Por que racismo nos campos
da Espanha é mais escancarado que em outras ligas europeias
Crescimento de casos nas arquibancadas crescem graças à
impunidade e ao crescimento político da extrema direita que tem ligação com os
ultras
Por Carol
Knoploch e Tatiana Furtado/O Globo
O
atacante do Real Madrid Vinicius Júnior tem sido o alvo preferencial de ofensas
racistas ao longo da temporada do Campeonato Espanhol. Infratores costumam
chamá-lo de “macaco”, imitar sons e gestos simiescos e desejar sua morte. Não é
à toa. O atacante brasileiro tem colocado o dedo na ferida e escancarado uma
questão cultural sempre jogada para debaixo do tapete.
Desta vez, parece não ser mais possível continuar negligente. Dois
dias depois do caso que repercutiu em todo o mundo, as autoridades espanholas
se mexeram diante da imagem arranhada. Ontem, a polícia deteve um total de sete
pessoas suspeitas de crimes de injúria racial e ódio contra o atacante
brasileiro. Contudo, os três torcedores do Valencia, entre 19 e 21 anos, foram
liberados após prestarem depoimento e terão de comparecer ao tribunal quando
solicitado. Já os quatro suspeitos ligados ao boneco que representava Vini Jr.
enforcado sob uma ponta de Madri, em janeiro deste ano, antes do jogo entre
Real e Atlético, foram mantidos presos.
—A cultura do esporte diz que os desportistas têm que
aceitar todos os insultos vindos das arquibancadas. O Vinicius Júnior diz não,
ele levanta a voz. Ele tem consciência do seu papel como atleta de elite negro.
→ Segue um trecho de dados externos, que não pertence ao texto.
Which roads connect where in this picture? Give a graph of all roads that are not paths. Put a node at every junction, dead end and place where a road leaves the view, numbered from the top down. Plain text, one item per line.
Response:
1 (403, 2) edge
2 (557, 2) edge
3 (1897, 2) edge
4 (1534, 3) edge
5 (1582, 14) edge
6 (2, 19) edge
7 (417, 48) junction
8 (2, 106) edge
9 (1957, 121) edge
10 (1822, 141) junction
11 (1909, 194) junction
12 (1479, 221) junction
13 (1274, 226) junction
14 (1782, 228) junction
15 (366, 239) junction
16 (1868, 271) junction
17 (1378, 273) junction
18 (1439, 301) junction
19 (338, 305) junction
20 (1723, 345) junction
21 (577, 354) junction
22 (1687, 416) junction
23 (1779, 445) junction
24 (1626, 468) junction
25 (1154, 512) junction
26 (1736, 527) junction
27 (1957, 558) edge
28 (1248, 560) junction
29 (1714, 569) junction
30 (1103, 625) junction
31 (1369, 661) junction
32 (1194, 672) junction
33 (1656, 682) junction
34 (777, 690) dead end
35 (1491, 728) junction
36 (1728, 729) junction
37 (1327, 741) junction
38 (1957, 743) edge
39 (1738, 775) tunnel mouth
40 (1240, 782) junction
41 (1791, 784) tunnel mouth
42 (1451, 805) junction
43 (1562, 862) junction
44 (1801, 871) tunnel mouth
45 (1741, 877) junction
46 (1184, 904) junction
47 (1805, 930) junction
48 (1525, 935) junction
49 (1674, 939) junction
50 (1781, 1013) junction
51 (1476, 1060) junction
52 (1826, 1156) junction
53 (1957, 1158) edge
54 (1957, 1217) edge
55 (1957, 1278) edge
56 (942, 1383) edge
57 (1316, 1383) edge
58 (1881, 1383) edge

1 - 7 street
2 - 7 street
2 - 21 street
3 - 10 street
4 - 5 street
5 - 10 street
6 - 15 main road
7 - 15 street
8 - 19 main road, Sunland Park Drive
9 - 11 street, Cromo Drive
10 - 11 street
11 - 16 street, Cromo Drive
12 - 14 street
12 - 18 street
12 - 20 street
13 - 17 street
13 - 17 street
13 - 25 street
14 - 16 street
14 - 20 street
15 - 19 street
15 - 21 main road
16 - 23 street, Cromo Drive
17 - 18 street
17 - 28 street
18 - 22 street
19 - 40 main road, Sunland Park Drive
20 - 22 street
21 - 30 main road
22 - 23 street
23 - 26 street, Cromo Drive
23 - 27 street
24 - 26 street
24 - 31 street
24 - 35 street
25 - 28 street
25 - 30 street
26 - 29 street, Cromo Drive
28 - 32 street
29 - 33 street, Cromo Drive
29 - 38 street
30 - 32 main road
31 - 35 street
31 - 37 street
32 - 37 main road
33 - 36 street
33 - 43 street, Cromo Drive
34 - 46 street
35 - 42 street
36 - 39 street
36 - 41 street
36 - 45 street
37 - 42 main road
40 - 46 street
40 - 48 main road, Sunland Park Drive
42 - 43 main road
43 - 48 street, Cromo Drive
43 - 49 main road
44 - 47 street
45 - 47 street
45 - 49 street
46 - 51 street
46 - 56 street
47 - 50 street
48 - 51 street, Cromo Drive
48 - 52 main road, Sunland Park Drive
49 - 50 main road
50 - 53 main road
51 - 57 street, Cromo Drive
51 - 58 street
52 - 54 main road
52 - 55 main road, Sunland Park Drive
Isso incomoda, gera mais rejeição a ele e aumenta exponencialmente os insultos
— diz o historiador português e autor de livros sobre o futebol europeu, Miguel
Lourenço.
Muitas manifestações
Ao forte discurso de Vini Jr. em suas redes sociais nos últimos
dias uniram-se inúmeras manifestações de entidades, atletas, governos e clubes.
Os jogos de ontem da rodada do Espanhol (Real Sociedad x Almería, Celta x
Girona e Valladolid x Barcelona) tiveram faixas com os dizeres “Racistas, fora do futebol”
estendidas pelos atletas das duas equipes, o que deve seguir em
todos os jogos da rodada. A CBF decidiu transformar o amistoso do Brasil contra
a Guiné, dia 17 de junho, em Barcelona, num marco antirracista com a presença
do atacante. Em São Paulo, membros de movimentos negros e aliados se reuniram
em frente ao Consulado da Espanha para um ato em solidariedade a Vini Jr. e de
cobrança ao país europeu.
Vinicius Júnior pode jogar
Mas, ao contrário do jogador, há um
cuidado em apontar a Espanha ou determinada torcida como racista. O técnico do
Real, Carlo Ancelotti, recuou após dizer que toda a torcida do Valencia
proferiu ofensas, mas foi enfático na entrevista coletiva antes do jogo desta
quarta-feira, contra o Rayo Vallecano, ao pedir “medidas drásticas”.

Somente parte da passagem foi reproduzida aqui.